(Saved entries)
:::
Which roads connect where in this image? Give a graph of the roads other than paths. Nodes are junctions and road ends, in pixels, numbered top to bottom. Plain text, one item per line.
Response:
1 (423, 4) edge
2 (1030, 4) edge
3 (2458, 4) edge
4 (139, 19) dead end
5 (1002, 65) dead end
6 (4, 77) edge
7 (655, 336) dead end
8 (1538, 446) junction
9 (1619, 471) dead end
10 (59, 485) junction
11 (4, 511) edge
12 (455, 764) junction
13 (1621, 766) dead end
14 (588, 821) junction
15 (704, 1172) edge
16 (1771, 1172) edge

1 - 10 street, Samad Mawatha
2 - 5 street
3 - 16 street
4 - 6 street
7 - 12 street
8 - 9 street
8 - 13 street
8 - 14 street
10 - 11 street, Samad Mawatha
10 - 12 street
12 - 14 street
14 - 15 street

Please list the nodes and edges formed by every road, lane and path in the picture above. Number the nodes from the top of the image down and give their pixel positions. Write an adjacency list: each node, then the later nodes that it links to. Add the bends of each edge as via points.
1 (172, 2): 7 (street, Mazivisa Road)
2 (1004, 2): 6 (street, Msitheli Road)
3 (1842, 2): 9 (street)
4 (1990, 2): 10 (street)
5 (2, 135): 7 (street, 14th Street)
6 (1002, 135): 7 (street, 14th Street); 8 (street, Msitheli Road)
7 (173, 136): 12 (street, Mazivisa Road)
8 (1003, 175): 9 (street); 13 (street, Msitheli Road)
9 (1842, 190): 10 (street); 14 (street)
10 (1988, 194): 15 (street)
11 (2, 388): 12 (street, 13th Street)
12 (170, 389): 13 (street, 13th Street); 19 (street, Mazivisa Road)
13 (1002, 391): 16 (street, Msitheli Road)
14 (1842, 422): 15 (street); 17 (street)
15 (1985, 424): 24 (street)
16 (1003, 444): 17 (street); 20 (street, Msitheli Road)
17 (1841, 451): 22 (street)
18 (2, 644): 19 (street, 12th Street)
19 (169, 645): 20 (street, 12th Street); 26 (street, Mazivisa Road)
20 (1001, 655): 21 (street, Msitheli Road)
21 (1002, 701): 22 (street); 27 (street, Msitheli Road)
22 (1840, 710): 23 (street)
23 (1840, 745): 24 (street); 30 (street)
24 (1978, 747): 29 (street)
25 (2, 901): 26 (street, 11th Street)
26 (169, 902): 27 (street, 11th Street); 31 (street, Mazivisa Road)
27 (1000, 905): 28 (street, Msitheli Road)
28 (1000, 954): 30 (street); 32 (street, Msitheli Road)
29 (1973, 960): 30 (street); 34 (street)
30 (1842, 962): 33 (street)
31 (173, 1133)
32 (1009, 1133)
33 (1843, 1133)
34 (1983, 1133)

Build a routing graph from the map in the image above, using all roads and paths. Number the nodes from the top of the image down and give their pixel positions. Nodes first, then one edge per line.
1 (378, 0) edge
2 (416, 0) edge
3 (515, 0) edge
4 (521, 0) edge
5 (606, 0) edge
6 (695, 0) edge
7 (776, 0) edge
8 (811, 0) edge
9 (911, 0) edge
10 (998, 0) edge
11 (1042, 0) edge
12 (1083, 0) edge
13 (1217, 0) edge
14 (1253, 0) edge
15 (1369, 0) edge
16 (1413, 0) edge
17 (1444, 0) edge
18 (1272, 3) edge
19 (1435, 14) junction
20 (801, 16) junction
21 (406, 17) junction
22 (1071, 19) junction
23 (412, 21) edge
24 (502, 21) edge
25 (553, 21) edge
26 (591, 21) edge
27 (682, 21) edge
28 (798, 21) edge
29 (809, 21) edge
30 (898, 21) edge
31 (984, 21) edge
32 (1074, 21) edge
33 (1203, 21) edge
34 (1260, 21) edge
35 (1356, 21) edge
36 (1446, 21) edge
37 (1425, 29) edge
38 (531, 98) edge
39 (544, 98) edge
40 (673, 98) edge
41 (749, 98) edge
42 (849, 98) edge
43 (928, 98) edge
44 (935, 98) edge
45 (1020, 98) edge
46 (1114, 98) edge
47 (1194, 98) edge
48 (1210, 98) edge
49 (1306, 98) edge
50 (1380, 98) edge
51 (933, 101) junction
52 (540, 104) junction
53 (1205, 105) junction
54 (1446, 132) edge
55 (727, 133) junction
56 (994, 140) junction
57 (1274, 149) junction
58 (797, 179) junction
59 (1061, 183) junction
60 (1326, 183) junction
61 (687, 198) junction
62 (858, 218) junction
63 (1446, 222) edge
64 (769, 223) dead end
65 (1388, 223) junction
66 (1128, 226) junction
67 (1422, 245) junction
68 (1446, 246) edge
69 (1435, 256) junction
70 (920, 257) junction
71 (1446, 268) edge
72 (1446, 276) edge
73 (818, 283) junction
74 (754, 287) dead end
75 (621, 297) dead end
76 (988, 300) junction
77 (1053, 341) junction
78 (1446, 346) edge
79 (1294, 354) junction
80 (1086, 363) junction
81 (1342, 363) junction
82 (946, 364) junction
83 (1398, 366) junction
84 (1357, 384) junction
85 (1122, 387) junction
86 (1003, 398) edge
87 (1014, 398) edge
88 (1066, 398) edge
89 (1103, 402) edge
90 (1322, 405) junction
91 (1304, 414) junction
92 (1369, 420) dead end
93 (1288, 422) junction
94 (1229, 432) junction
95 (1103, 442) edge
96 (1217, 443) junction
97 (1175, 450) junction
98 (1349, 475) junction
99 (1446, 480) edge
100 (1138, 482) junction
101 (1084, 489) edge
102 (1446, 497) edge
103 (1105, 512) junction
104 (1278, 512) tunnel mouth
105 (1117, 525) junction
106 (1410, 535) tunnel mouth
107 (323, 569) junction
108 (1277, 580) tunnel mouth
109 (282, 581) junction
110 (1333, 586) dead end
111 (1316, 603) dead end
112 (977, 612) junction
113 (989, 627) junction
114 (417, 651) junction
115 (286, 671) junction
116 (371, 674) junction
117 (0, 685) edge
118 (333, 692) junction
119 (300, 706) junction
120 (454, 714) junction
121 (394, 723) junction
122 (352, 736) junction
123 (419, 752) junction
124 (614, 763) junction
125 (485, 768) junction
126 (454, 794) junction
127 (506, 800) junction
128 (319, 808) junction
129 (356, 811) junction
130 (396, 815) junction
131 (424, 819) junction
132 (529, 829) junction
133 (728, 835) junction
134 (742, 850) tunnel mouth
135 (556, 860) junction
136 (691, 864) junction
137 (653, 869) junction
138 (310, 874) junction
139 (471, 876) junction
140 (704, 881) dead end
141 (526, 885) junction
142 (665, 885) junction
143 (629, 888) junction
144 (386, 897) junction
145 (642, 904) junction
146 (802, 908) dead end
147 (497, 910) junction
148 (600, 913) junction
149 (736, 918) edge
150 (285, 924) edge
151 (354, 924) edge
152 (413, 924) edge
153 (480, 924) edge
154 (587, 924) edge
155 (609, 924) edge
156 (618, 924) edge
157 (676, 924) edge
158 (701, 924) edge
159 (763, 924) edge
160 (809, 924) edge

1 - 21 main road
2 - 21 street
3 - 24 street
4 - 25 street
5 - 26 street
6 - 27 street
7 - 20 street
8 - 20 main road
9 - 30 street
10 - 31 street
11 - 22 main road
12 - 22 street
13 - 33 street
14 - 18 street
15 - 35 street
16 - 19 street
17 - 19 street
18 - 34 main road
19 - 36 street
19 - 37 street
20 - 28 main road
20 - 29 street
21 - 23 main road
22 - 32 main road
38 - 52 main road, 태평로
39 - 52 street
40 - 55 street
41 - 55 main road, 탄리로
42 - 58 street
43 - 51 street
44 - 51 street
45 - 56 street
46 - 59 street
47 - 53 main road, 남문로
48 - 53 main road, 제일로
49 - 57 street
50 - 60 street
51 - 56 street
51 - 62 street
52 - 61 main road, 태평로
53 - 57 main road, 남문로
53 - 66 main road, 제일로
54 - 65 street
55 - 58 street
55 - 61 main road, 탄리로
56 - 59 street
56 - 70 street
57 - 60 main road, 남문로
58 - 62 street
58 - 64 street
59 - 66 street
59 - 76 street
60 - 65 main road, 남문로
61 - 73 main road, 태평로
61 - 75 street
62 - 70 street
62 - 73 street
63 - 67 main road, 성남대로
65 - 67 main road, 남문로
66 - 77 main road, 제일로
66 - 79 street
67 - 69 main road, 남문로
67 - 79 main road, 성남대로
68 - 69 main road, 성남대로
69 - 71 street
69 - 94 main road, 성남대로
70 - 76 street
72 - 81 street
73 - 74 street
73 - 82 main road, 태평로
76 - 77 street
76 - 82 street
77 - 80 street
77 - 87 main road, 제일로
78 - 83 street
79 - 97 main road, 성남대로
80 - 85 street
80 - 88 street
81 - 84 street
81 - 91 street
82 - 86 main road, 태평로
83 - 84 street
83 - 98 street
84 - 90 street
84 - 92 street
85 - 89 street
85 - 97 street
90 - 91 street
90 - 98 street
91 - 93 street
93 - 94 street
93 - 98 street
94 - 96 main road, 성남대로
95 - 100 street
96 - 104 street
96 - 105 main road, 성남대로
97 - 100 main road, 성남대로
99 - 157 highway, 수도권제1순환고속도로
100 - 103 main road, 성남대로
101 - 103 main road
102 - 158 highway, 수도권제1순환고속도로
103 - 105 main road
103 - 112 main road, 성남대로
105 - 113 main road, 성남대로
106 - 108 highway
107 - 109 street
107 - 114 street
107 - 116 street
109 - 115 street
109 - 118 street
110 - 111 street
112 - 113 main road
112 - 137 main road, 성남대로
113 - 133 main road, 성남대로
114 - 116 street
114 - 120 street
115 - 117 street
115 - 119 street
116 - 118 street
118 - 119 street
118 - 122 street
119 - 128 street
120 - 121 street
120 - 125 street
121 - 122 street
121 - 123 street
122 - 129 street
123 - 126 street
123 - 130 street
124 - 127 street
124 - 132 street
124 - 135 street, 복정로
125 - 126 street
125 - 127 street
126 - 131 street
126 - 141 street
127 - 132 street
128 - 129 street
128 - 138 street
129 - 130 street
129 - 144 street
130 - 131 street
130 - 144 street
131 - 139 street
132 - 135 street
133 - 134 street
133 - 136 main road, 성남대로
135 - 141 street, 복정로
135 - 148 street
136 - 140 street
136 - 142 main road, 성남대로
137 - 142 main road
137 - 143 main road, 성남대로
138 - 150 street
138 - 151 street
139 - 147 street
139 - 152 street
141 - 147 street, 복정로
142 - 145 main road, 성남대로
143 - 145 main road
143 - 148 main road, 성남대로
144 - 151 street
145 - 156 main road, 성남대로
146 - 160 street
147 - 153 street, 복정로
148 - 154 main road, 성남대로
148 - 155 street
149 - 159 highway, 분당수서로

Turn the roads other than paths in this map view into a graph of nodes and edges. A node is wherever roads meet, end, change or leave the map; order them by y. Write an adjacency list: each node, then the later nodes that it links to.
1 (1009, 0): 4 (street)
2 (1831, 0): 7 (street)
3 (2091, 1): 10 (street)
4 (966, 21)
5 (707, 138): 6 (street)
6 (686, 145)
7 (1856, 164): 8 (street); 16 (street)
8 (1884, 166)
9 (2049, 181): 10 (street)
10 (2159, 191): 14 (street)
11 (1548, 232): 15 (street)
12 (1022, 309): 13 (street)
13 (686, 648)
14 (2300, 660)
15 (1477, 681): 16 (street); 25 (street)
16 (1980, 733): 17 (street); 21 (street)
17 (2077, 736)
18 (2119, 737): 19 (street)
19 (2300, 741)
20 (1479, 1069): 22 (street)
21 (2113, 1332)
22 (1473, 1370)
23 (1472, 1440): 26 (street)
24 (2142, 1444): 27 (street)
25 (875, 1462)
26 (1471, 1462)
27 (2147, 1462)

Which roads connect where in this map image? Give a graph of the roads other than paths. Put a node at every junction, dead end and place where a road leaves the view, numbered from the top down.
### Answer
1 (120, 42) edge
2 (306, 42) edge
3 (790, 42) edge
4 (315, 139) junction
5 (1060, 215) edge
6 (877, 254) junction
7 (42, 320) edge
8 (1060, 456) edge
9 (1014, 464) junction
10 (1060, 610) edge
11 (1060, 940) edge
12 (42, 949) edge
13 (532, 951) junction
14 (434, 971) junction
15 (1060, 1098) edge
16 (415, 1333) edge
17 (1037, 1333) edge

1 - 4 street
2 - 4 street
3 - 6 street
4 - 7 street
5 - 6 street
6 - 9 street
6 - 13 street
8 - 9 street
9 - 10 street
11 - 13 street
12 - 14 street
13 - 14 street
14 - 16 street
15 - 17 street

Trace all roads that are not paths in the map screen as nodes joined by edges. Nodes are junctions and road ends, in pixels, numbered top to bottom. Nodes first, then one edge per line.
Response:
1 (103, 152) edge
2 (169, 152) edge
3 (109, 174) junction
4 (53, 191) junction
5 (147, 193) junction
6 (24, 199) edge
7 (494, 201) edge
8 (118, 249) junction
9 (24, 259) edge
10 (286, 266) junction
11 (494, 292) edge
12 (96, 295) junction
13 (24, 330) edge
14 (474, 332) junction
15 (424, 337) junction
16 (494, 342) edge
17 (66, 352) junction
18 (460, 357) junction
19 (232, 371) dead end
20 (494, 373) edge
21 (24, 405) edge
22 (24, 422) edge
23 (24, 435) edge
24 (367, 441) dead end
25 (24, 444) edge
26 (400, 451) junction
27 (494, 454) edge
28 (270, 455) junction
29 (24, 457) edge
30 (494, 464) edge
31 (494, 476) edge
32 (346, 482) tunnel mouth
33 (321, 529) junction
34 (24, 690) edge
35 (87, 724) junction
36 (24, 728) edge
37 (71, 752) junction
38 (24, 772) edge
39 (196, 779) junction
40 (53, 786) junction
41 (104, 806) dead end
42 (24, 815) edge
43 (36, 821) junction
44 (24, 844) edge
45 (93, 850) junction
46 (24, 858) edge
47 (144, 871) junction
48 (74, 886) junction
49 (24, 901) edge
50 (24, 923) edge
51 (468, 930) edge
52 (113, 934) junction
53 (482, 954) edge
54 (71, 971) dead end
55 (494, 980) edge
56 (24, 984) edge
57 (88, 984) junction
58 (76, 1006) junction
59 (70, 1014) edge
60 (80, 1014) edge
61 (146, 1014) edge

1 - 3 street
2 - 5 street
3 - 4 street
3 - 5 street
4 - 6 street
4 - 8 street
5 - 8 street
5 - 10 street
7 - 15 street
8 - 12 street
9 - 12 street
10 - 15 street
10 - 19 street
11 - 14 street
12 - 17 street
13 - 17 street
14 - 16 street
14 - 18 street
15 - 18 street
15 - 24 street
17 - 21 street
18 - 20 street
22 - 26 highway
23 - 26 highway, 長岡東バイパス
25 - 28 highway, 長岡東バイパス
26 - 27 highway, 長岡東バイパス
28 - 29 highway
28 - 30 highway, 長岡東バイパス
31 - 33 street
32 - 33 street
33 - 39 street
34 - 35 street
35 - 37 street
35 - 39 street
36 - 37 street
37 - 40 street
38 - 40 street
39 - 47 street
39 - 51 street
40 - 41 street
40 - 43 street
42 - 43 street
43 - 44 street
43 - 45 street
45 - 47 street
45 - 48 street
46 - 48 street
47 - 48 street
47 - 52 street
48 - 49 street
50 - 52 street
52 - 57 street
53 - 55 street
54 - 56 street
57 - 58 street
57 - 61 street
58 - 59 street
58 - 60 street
:::
For each line above that includes "highway", make a copy.

**REPLY TO THE TASK**
99 - 157 highway, 수도권제1순환고속도로
102 - 158 highway, 수도권제1순환고속도로
106 - 108 highway
149 - 159 highway, 분당수서로
22 - 26 highway
23 - 26 highway, 長岡東バイパス
25 - 28 highway, 長岡東バイパス
26 - 27 highway, 長岡東バイパス
28 - 29 highway
28 - 30 highway, 長岡東バイパス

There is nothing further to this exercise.